I Did It.
- AbbeyWhatley
- Dec 30, 2022
- 4 min read
Updated: Aug 21, 2023
I never thought I would make it this far in my education. Through multiple obstacles, I can finally say, I graduated college.

The Obstacles
I Did It. I spent 19 years on my education. Since I was diagnosed with dyslexia since kindergarten my family found ways to support me in my education. I went to after school tutors and took special classes in school while others kids got to enjoy “fun” activities that I found way more interesting. I grew envy.
But never will I doubt the work ethic of my teachers, coaches, and tutors. I’ve been pushed to my limits and only came out stronger. School was a serious struggle for me especially after being diagnosed with Graves Disease in 6th grade. I felt so far behind and overwhelmed constantly. But again my teachers gave me mercy and provided me support through the most difficult time of my life.
Once I hit 8th grade (as well depression and anxiety), I felt there was no way I could finish school. I had no hope I could make it through high school. Though I graduated with honors and even played 3 sports. And now I am here. I graduated college with a major in Business Entrepreneurship and a minor in communication while earning the title magna cum laude. Never did I think it was possible and even on the day before walking the stage I broke down not believing I had made it this far.
To My Supporters
To some specific loved ones I have some things to say.
Maddie,
You are the best big sister any little girl could have. You always protected me and allowed me to be vulnerable. You taught me to chase my goals no matter my doubts. Thank you for guiding me in these sucky years of being in my 20s and having no clue what I am supposed to do with my life. Also you are an amazing teacher/coach, you made a way for me to understand anything and everything I asked about, even when I could not explain it myself. I know it can be challenging to teach me. You are my safe place. Never will I forget you teaching me how to spike serve a volleyball (though you never played) and the next day was my first time spike serving at the game. I hit that ball so damn hard it went flying out the court. We obviously did not get the point, but I never felt so powerful. Thank you.
Mom and Dad,
Y’all never let me feel stupid, even with all my challenges, you guys were there to tell me it’s going to be okay. I felt SO lost in middle school and you guys did everything you could to find a solution. Who would have thought it was an actual disease messing me up like that!? You reminded me of the reasons why to keep moving forward and would stay up incredibly late at night to comfort me while I finished my homework (or my mental breakdown). Dad, I will never forget your dedication to my health. After being cured, at 6AM every morning, you would lift up my head, bring a glass of water to my mouth, and feed me my thyroid pill that became my responsibility to take everyday for the rest of my life. I hated waking up early, but it became more of a cherished moment overtime. Thank you. And Mom. I was such a b*tch to you and I truly regret my selfish actions. But again and again you gave me mercy. I understand now how incredibly hard that is to do. I want to thank you for your sacrifices, such as picking me up from school, taking me to my appointments, and being honest with me. I’m blessed to have a mom that helped me understand the whole “mean girl” situation before it could really affect me. To my parents, thank you for lifting me up and not allowing me to quit on myself (even when I pushed back). I love yall so much.

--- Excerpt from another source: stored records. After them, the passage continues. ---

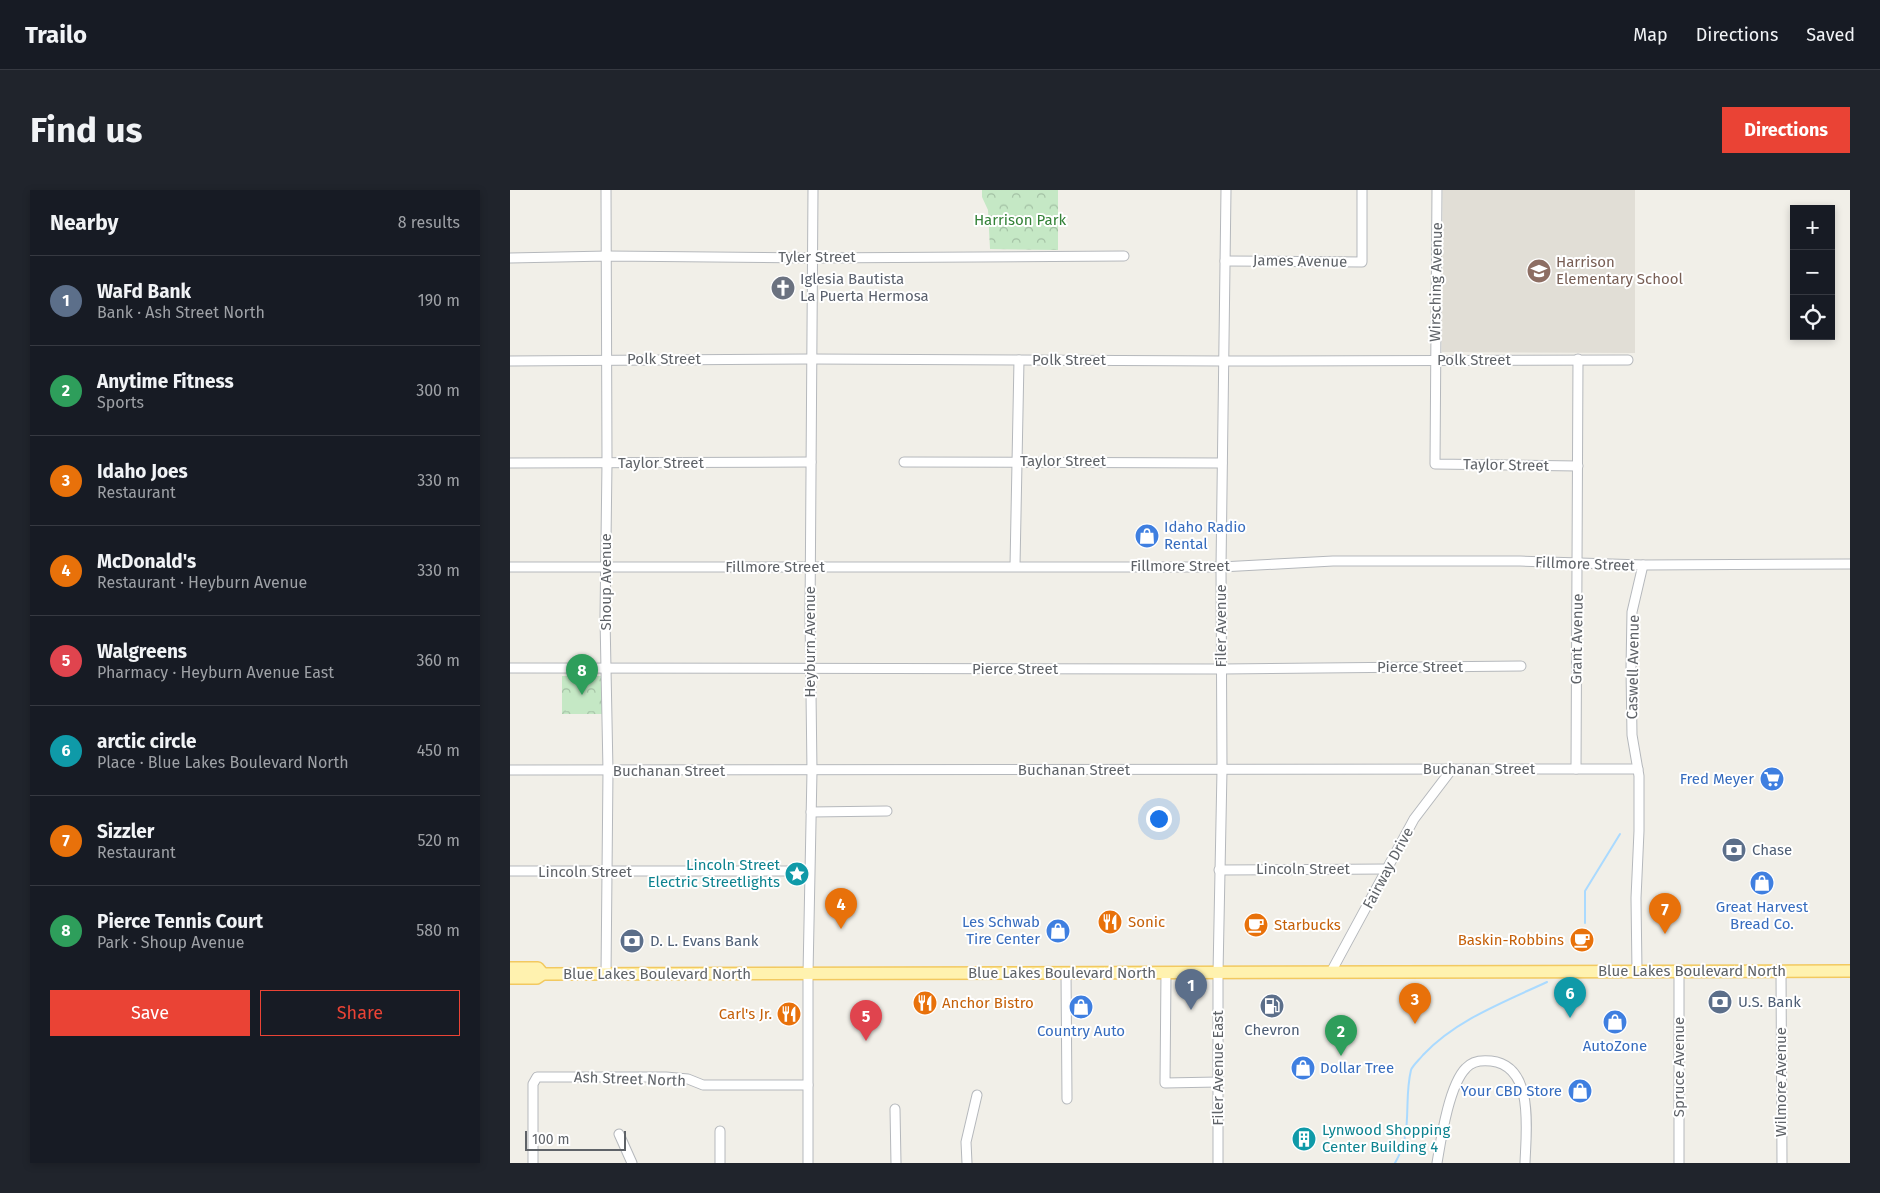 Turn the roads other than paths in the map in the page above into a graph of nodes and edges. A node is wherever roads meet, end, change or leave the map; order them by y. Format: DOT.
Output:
graph roads {
  1 [pos="606,190"];
  2 [pos="813,190"];
  3 [pos="1226,190"];
  4 [pos="1362,190"];
  5 [pos="1438,190"];
  6 [pos="608,256"];
  7 [pos="1124,256"];
  8 [pos="510,258"];
  9 [pos="812,258"];
  10 [pos="1225,261"];
  11 [pos="812,359"];
  12 [pos="1578,359"];
  13 [pos="607,360"];
  14 [pos="1019,360"];
  15 [pos="1628,360"];
  16 [pos="510,361"];
  17 [pos="1223,361"];
  18 [pos="1435,361"];
  19 [pos="1017,461"];
  20 [pos="811,462"];
  21 [pos="904,462"];
  22 [pos="510,463"];
  23 [pos="607,463"];
  24 [pos="1222,463"];
  25 [pos="1435,464"];
  26 [pos="1578,466"];
  27 [pos="1578,564"];
  28 [pos="1850,564"];
  29 [pos="1643,565"];
  30 [pos="811,566"];
  31 [pos="1015,566"];
  32 [pos="510,567"];
  33 [pos="606,567"];
  34 [pos="1221,567"];
  35 [pos="1520,666"];
  36 [pos="510,668"];
  37 [pos="606,668"];
  38 [pos="1222,668"];
  39 [pos="810,669"];
  40 [pos="1452,769"];
  41 [pos="1576,769"];
  42 [pos="1638,769"];
  43 [pos="510,770"];
  44 [pos="812,770"];
  45 [pos="1222,770"];
  46 [pos="608,771"];
  47 [pos="811,812"];
  48 [pos="887,812"];
  49 [pos="1387,869"];
  50 [pos="1220,870"];
  51 [pos="510,871"];
  52 [pos="809,871"];
  53 [pos="607,872"];
  54 [pos="510,968"];
  55 [pos="1850,970"];
  56 [pos="1636,971"];
  57 [pos="1678,971"];
  58 [pos="1781,971"];
  59 [pos="1331,972"];
  60 [pos="1166,973"];
  61 [pos="1218,973"];
  62 [pos="543,974"];
  63 [pos="606,974"];
  64 [pos="808,974"];
  65 [pos="1066,974"];
  66 [pos="510,978"];
  67 [pos="1218,1082"];
  68 [pos="808,1086"];
  69 [pos="977,1095"];
  70 [pos="1067,1099"];
  71 [pos="896,1109"];
  72 [pos="720,1131"];
  73 [pos="619,1134"];
  74 [pos="532,1163"];
  75 [pos="632,1163"];
  76 [pos="720,1163"];
  77 [pos="808,1163"];
  78 [pos="896,1163"];
  79 [pos="967,1163"];
  80 [pos="1218,1163"];
  81 [pos="1437,1163"];
  82 [pos="1525,1163"];
  83 [pos="1679,1163"];
  84 [pos="1782,1163"];
  1 -- 6 [label="street, Shoup Avenue"];
  2 -- 9 [label="street, Heyburn Avenue"];
  3 -- 10 [label="street, Filer Avenue"];
  4 -- 10 [label="street, James Avenue"];
  5 -- 18 [label="street, Wirsching Avenue"];
  6 -- 8 [label="street, Tyler Street"];
  6 -- 9 [label="street, Tyler Street"];
  6 -- 13 [label="street, Shoup Avenue"];
  7 -- 9 [label="street, Tyler Street"];
  9 -- 11 [label="street, Heyburn Avenue"];
  10 -- 17 [label="street, Filer Avenue"];
  11 -- 13 [label="street, Polk Street"];
  11 -- 14 [label="street, Polk Street"];
  11 -- 20 [label="street, Heyburn Avenue"];
  12 -- 15 [label="street, Polk Street"];
  12 -- 18 [label="street, Polk Street"];
  12 -- 26 [label="street, Grant Avenue"];
  13 -- 16 [label="street, Polk Street"];
  13 -- 23 [label="street, Shoup Avenue"];
  14 -- 17 [label="street, Polk Street"];
  14 -- 19 [label="street"];
  17 -- 18 [label="street, Polk Street"];
  17 -- 24 [label="street, Filer Avenue"];
  18 -- 25 [label="street, Wirsching Avenue"];
  19 -- 21 [label="street, Taylor Street"];
  19 -- 24 [label="street, Taylor Street"];
  19 -- 31 [label="street"];
  20 -- 23 [label="street, Taylor Street"];
  20 -- 30 [label="street, Heyburn Avenue"];
  22 -- 23 [label="street, Taylor Street"];
  23 -- 33 [label="street, Shoup Avenue"];
  24 -- 34 [label="street, Filer Avenue"];
  25 -- 26 [label="street, Taylor Street"];
  26 -- 27 [label="street, Grant Avenue"];
  27 -- 29 [label="street, Fillmore Street"];
  27 -- 34 [label="street, Fillmore Street"];
  27 -- 41 [label="street, Grant Avenue"];
  28 -- 29 [label="street, Fillmore Street"];
  29 -- 42 [label="street, Caswell Avenue"];
  30 -- 31 [label="street, Fillmore Street"];
  30 -- 33 [label="street, Fillmore Street"];
  30 -- 39 [label="street, Heyburn Avenue"];
  31 -- 34 [label="street, Fillmore Street"];
  32 -- 33 [label="street, Fillmore Street"];
  33 -- 37 [label="street, Shoup Avenue"];
  34 -- 38 [label="street, Filer Avenue"];
  35 -- 38 [label="street, Pierce Street"];
  36 -- 37 [label="street, Pierce Street"];
  37 -- 39 [label="street, Pierce Street"];
  37 -- 46 [label="street, Shoup Avenue"];
  38 -- 39 [label="street, Pierce Street"];
  38 -- 45 [label="street, Filer Avenue"];
  39 -- 44 [label="street, Heyburn Avenue"];
  40 -- 41 [label="street, Buchanan Street"];
  40 -- 45 [label="street, Buchanan Street"];
  40 -- 49 [label="street, Fairway Drive"];
  41 -- 42 [label="street, Buchanan Street"];
  42 -- 56 [label="street, Caswell Avenue"];
  43 -- 46 [label="street, Buchanan Street"];
  44 -- 45 [label="street, Buchanan Street"];
  44 -- 46 [label="street, Buchanan Street"];
  44 -- 47 [label="street, Heyburn Avenue"];
  45 -- 50 [label="street, Filer Avenue"];
  46 -- 53 [label="street, Shoup Avenue"];
  47 -- 48 [label="street"];
  47 -- 52 [label="street, Heyburn Avenue"];
  49 -- 50 [label="street, Lincoln Street"];
  49 -- 59 [label="street, Fairway Drive"];
  50 -- 61 [label="street, Filer Avenue"];
  51 -- 53 [label="street, Lincoln Street"];
  52 -- 53 [label="street, Lincoln Street"];
  52 -- 64 [label="street, Heyburn Avenue"];
  53 -- 63 [label="street, Shoup Avenue"];
  54 -- 62 [label="main road, Blue Lakes Boulevard North"];
  55 -- 58 [label="main road, Blue Lakes Boulevard North"];
  56 -- 57 [label="main road, Blue Lakes Boulevard North"];
  56 -- 59 [label="main road, Blue Lakes Boulevard North"];
  57 -- 58 [label="main road, Blue Lakes Boulevard North"];
  57 -- 83 [label="street, Spruce Avenue"];
  58 -- 84 [label="street, Wilmore Avenue"];
  59 -- 61 [label="main road, Blue Lakes Boulevard North"];
  60 -- 61 [label="main road, Blue Lakes Boulevard North"];
  60 -- 65 [label="main road, Blue Lakes Boulevard North"];
  60 -- 67 [label="street"];
  61 -- 67 [label="street, Filer Avenue East"];
  62 -- 63 [label="main road, Blue Lakes Boulevard North"];
  62 -- 66 [label="main road, Blue Lakes Boulevard North"];
  63 -- 64 [label="main road, Blue Lakes Boulevard North"];
  64 -- 65 [label="main road, Blue Lakes Boulevard North"];
  64 -- 68 [label="street, Heyburn Avenue"];
  65 -- 70 [label="street"];
  67 -- 80 [label="street, Filer Avenue East"];
  68 -- 74 [label="street, Ash Street North"];
  68 -- 77 [label="street, Heyburn Avenue"];
  69 -- 79 [label="street"];
  71 -- 78 [label="street"];
  72 -- 76 [label="street"];
  73 -- 75 [label="street"];
  81 -- 82 [label="street"];
}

And finally, to my tutors, teachers, and coaches. I love you guys. The way I take your teachings into my adult life is a gift. Having that support was such a blessing and I will always be thankful God gave me such wonderful people in my life to help me pursue education and sports in a way I once did not believe possible. I now find a love for teaching others and helping with compassion. You guys allowed me to show my insecurities and really work with me to be better. And if you're reading this, just know I truly do appreciate you and your support. (There is a reason we are friends on Facebook). Thank you.

The Take Away
So here is the ending and what every kid going through the education system should know.
1. GRADES WILL NEVER DEFINE YOUR TRUE CHARACTER.
2. BE OPEN TO FINDING HELP.
3. EDUCATION IS IMPORTANT, BUT SO ARE EXPERIENCES.
4. DO NOT GET LOST IN TRYING TO PROVE YOURSELF.
5. KNOW YOU CAN DO IT.
This is was a huge accomplishment for myself and my family. I really want to emphasize how I am so appreciative and thankful for all the support I had during my educational journey. Thank you and God bless.